* _TRY IT_: Throughout the listing that follows, find each line with the word "graph" and copy it.

* _MATERIAL PROVIDED_:

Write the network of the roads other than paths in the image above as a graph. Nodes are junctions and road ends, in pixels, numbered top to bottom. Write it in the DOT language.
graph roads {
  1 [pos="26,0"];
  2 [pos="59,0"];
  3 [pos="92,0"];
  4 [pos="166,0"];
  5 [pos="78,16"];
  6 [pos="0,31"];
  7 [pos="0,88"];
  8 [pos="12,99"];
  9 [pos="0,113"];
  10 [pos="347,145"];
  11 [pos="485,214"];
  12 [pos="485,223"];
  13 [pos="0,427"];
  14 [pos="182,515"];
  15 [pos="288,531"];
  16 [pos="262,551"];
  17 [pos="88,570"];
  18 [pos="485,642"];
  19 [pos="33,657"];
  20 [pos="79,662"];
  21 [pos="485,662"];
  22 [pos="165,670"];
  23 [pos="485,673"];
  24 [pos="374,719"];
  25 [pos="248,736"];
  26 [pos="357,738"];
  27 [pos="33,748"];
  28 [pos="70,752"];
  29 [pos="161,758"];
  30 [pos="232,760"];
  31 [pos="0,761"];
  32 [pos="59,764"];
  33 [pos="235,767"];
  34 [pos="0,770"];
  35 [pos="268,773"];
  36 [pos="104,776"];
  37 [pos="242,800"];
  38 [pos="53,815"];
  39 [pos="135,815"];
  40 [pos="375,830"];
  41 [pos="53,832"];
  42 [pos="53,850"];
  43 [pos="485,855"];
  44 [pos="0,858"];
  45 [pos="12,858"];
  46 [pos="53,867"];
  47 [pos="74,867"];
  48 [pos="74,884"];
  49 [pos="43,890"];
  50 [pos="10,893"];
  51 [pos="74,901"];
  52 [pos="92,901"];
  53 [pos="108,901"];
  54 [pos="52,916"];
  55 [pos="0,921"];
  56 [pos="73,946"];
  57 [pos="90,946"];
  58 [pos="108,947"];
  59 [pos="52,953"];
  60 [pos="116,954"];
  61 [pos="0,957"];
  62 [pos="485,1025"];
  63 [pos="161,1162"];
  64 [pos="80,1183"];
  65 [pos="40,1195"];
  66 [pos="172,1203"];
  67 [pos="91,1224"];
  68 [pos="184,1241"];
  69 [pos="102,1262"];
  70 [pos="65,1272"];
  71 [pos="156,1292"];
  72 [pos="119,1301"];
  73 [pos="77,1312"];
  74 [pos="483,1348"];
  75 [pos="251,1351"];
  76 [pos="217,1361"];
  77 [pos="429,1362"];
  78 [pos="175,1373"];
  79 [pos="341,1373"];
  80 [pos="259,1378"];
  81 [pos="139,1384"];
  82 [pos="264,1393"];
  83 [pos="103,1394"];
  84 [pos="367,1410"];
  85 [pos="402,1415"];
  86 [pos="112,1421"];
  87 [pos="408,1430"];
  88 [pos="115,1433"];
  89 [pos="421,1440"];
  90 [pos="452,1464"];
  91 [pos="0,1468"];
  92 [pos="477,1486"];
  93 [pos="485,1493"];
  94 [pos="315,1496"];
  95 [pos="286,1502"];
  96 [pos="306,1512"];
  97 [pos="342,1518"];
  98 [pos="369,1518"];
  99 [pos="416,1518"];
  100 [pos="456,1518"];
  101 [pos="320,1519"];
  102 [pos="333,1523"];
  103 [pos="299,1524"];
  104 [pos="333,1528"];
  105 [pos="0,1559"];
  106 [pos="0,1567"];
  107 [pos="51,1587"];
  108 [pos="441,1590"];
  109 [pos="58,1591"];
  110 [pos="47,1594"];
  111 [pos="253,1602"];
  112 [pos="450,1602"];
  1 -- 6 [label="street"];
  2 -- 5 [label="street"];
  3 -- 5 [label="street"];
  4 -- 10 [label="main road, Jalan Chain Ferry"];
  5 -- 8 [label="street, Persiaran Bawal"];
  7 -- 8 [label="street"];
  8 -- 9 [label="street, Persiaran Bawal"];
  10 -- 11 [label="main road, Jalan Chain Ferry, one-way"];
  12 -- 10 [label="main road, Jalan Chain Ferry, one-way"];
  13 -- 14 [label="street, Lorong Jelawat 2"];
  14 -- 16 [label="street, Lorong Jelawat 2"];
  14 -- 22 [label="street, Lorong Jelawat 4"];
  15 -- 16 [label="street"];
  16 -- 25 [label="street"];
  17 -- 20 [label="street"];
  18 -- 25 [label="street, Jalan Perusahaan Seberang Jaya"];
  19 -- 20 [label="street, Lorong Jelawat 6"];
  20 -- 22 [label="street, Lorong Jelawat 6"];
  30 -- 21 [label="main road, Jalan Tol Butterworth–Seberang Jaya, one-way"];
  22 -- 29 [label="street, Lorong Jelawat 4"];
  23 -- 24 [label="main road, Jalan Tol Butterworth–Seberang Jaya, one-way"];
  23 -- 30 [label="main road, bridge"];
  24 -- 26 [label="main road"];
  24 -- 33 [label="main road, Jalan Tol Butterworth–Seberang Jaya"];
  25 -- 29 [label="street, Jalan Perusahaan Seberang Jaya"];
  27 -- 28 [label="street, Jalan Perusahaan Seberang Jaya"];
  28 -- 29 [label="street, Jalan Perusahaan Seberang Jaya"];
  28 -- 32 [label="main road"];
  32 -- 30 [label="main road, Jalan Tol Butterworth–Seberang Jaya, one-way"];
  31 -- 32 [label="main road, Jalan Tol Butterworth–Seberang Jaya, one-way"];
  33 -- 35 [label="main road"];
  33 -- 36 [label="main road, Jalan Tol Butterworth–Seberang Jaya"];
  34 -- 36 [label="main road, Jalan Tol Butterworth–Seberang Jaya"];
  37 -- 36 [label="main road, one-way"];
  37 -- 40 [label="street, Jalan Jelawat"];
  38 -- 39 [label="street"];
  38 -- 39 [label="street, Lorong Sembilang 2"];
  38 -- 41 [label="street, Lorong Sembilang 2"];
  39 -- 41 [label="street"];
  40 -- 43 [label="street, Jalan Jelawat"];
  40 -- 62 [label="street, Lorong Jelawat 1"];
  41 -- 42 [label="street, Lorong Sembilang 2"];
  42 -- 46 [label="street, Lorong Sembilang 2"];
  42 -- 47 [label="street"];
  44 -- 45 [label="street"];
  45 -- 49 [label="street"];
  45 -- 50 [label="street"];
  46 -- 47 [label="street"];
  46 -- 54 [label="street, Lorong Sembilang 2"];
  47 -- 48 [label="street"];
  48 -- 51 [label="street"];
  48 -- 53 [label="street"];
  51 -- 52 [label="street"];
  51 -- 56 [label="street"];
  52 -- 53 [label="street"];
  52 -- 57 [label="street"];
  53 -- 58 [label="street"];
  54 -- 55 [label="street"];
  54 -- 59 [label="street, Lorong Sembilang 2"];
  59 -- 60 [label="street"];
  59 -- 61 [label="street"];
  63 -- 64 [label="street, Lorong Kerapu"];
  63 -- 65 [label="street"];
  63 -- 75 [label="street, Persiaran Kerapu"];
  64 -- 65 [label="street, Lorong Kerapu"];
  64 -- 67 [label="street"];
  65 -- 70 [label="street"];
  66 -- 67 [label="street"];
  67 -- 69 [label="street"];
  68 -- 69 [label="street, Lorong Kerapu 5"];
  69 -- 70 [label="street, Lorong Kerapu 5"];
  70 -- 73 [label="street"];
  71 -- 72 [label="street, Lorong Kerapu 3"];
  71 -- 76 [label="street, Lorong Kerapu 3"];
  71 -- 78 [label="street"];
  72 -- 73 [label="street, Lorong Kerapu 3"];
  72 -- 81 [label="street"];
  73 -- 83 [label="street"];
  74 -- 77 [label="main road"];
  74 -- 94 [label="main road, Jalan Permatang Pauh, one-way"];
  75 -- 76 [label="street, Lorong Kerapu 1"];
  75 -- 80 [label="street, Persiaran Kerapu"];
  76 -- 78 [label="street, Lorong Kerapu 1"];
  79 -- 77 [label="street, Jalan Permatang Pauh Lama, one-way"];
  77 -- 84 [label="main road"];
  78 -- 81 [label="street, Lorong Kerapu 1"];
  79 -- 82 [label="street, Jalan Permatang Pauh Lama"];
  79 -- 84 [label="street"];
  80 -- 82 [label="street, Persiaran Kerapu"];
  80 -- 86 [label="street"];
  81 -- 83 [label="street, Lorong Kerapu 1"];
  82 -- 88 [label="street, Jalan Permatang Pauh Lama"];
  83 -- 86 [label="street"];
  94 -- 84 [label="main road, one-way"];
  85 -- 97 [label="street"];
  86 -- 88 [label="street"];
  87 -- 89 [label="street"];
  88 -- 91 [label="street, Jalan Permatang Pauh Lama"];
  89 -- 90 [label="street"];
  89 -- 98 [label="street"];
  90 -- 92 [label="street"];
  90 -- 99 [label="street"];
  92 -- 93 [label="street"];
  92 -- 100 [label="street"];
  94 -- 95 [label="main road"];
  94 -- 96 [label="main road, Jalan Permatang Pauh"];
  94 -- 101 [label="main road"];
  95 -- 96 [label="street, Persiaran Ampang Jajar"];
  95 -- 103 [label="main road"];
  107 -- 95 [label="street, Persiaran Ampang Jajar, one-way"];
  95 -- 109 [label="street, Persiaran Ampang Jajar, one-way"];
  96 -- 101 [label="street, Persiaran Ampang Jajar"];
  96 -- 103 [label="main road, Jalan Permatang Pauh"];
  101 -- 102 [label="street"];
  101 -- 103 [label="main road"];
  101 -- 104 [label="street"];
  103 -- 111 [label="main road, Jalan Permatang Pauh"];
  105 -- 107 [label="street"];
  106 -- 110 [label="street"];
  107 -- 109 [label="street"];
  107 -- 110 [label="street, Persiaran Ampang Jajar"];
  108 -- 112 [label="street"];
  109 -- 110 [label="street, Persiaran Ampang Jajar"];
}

* _YOUR SOLUTION_:
Write the network of the roads other than paths in the image above as a graph. Nodes are junctions and road ends, in pixels, numbered top to bottom. Write it in the DOT language.
graph roads {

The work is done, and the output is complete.